「国家公務員に働き方改革を」 ネットで署名運動始まる 発起人にヤフー川邊社長、サイボウズ青野社長ら
官公庁に「国家公務員の働き方改革」を要求する署名運動が「change.org」で開始。労働環境のコンサルティングを手掛けるワーク・ライフバランス社が主導する。趣旨に賛同したZホールディングスの川邊健太郎社長、サイボウズの青野慶久社長らが発起人になっている。
労働環境のコンサルティングを手掛けるワーク・ライフバランス(東京都港区)は10月20日、官公庁に「国家公務員の働き方改革」を要求する署名運動を、署名サイト「change.org」で始めた。午後10時〜午前5時を完全に閉庁し、緊急の業務はテレワークで行うよう求めている。
発起人は同社の小室淑恵社長をはじめ、趣旨に賛同したZホールディングスの川邊健太郎社長、サイボウズの青野慶久社長、ドワンゴの夏野剛社長ら計19人。21日午後4時の時点で1000人超の署名が集まっている。
目標は約10万筆。年内の達成を目指し、性別、年齢、職種を問わず幅広い人々から署名を募るという。署名が集まった際の提出先は、内閣府特命担当大臣の河野太郎氏と各省庁の大臣を検討している。
ワーク・ライフバランスが署名運動を始めた背景には、官僚の長時間労働や、官公庁のデジタル化の遅れなどの問題がある。同社が8月に発表した現役国家公務員の働き方に関する調査結果によれば、回答者の4割が月間100時間超の残業をしていたという。対面での会議やファクスでの連絡を重視する文化が残っていることや、国会の想定問答集の作成が深夜に及んでいることも分かったとしている。

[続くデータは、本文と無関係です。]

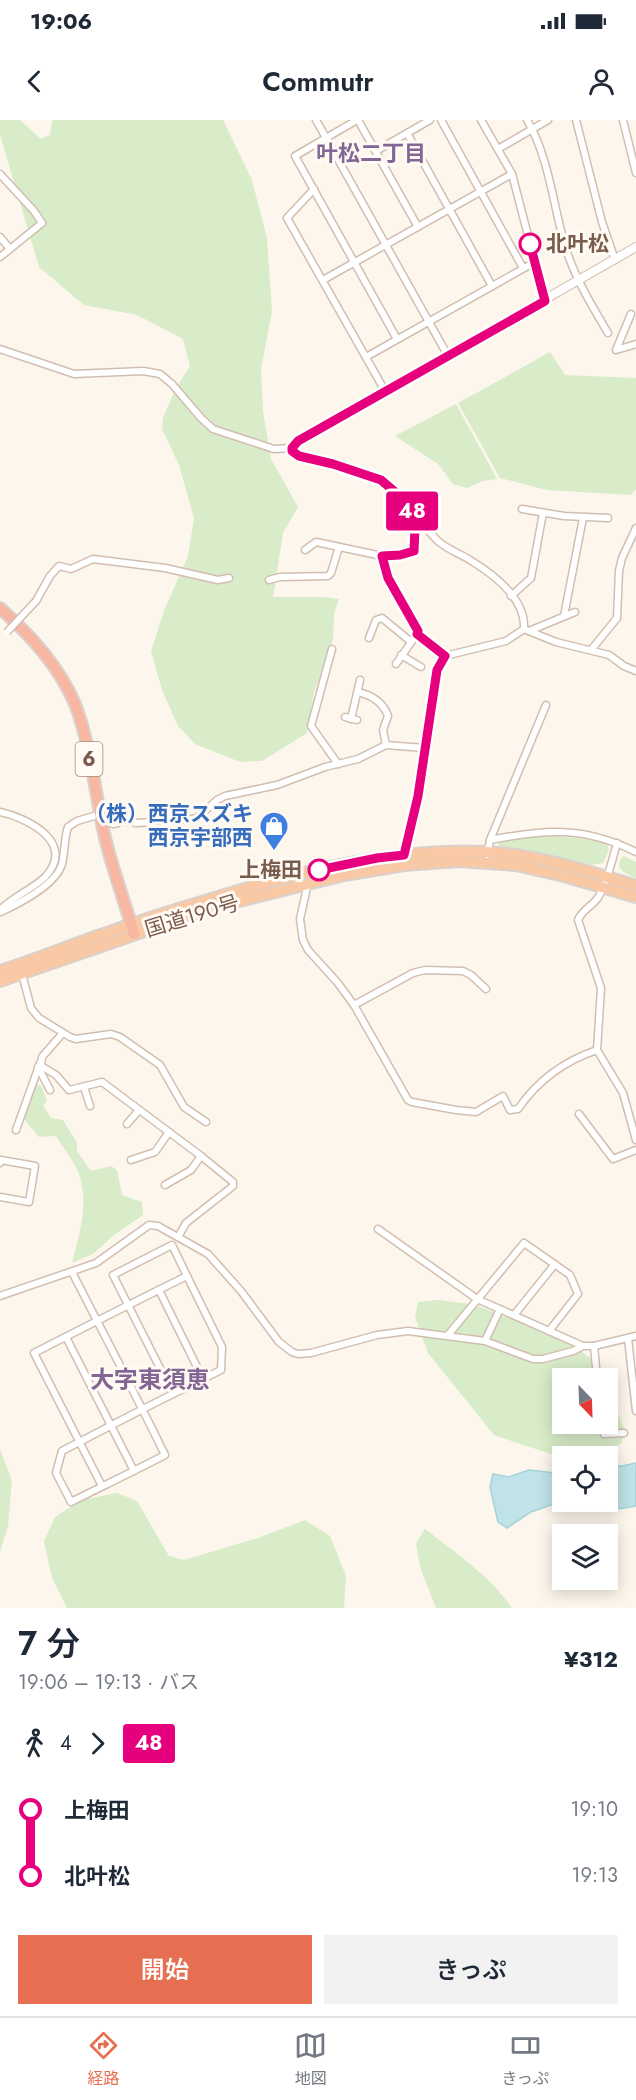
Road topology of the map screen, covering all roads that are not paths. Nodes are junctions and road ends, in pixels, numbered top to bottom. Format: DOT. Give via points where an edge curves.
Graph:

こうした状況の改善に向け、同社はchange.orgに寄せた声明文の中で、(1)国家公務員の残業代やタクシー代は税金の無駄遣いである、(2)官公庁のデジタル化の遅れはデジタル政策の遅れにつながる、(3)労働環境の影響で、国家を担う優秀な人材が流出する恐れがある――などと指摘。署名運動を通じて改善を求めるとしている。